Verve's aspiration was nothing short of creating an utterly accurate power meter that gives complete consistency when moved from bike to bike or rider to rider – a goal the company says it has achieved with the Infocrank.
In order to meet this lofty ambition, the company built a new spider from scratch – rather than retrofitting an existing design – which could overcome what Verve calls the 'constructional compromises' faced when establishing an accurate power reading from a retrofitted device such as an SRM or pedal-based systems such as the Garmin Vector.
Verve says that the trouble in reading accurately and with consistency is down to the difficulties in negating forces put through the pedals other than tangential load – the force generated by rotation of the crank.
Of course, there are already power meters built from the ground up, including models from Rotor and Factor, the latter of which was praised by our own Jeff Jones. Verve claims the difference with Infocrank is complete accuracy thanks to a forged aluminium crankarm that's milled perfectly for the load cell (the module containing the strain gauges and electronics). This is then fixed in the centre of the load path in such a way that it only reads tangential force according to Verve – and is thus accurate to the point where swapping bikes or pedals has no effect on the meter's output. This means that riders can also accurately compare their power with others using an Infocrank.
What's more, Verve uses a load cell, each with four strain gauges, on both drive- and non-driveside crankarms for true left and right power measurement, immediately putting it a step above the single-legged Stages and Rotor LT options. The company has also built in temperature compensation and there's no need to zero before each ride either.

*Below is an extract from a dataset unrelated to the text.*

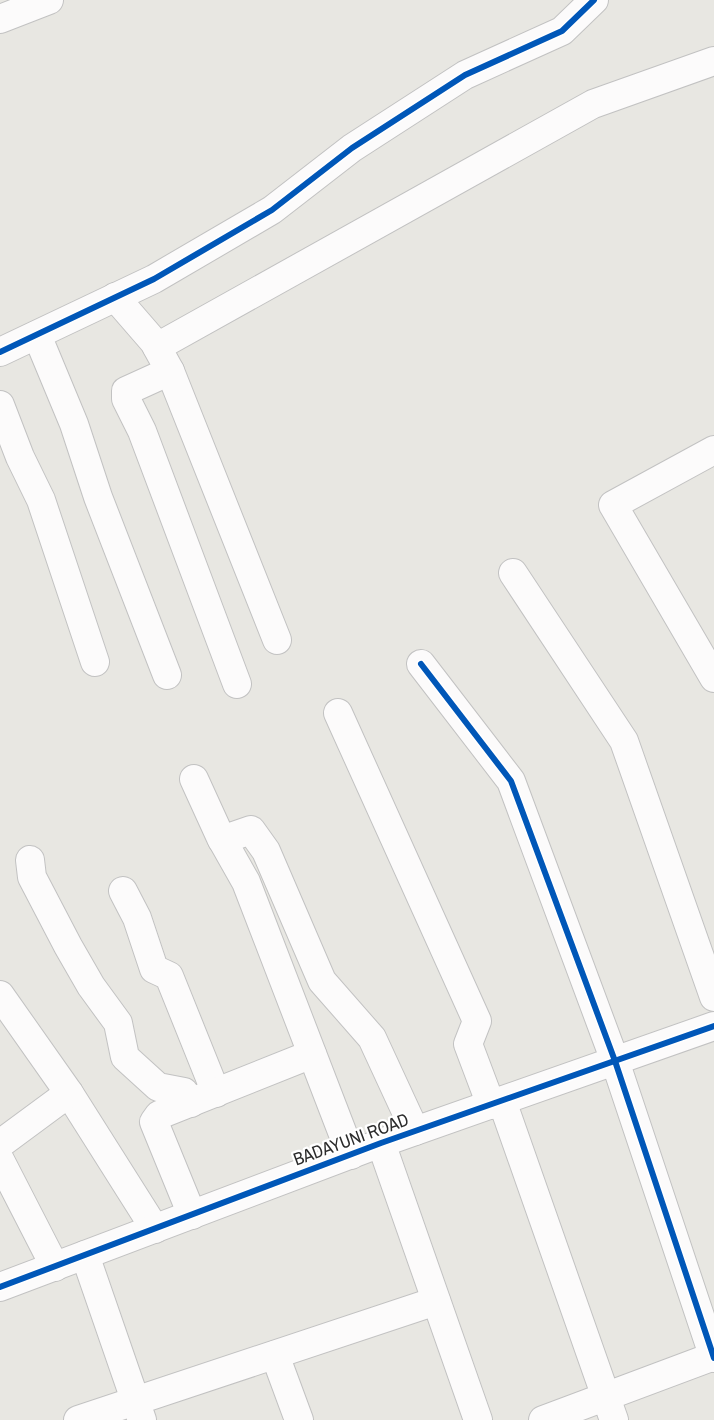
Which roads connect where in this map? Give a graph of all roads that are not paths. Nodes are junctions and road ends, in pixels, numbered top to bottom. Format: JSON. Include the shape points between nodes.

The electronics are encased in this pod, which Verve says keeps well clear of under-mounted TT brakes
The Infocrank and Infocrank Classic both come with Praxis Works chainrings (in compact 50x34 or full 53x39 options respectively), but Verve also supplies a Praxis bottom bracket with each unit – an ultra-stiff set-up compatible with most major systems that Verve says gives the most accurate possible data.
On the subject of stiffness, Verve also says the chainset itself offers top-tier performance and comes in at 840g including rings – around 100g more than the Rotor LT and nearing 200g more than a Dura-Ace 9000 unit with stages – though with that all-important two-leg accuracy.
On top of the accuracy claims, the Infocrank has also been designed to be future proof, a 256mhz refresh on the magnet-based cadence sensor (Verve says this is the most accurate) giving all the data needed for torque efficiency and pedal smoothness, which will only become more useful as ANT+ evolves.
Each Infocrank unit comes in 170, 172.5 and 175mm options and the unit is compatible with BB30, PF30, OSBB and BSA with BB86 compatibility coming soon. The Infocrank Classic is compatible with standard 24mm bottom bracket conversion kits and comes in silver or stealth black. The battery, which is quickly and easily changed with a hex key, lasts for around 500 hours of riding time.
Pricing is keen at £1,260 / AU$1,999 / US$1,750 (plus tax), especially considering the claimed accuracy and the inclusion of the chainrings and bottom bracket. The next 1,000 units sold also come with an O-synce Navi2Coach head unit which can display power (left and right) and torque efficiency.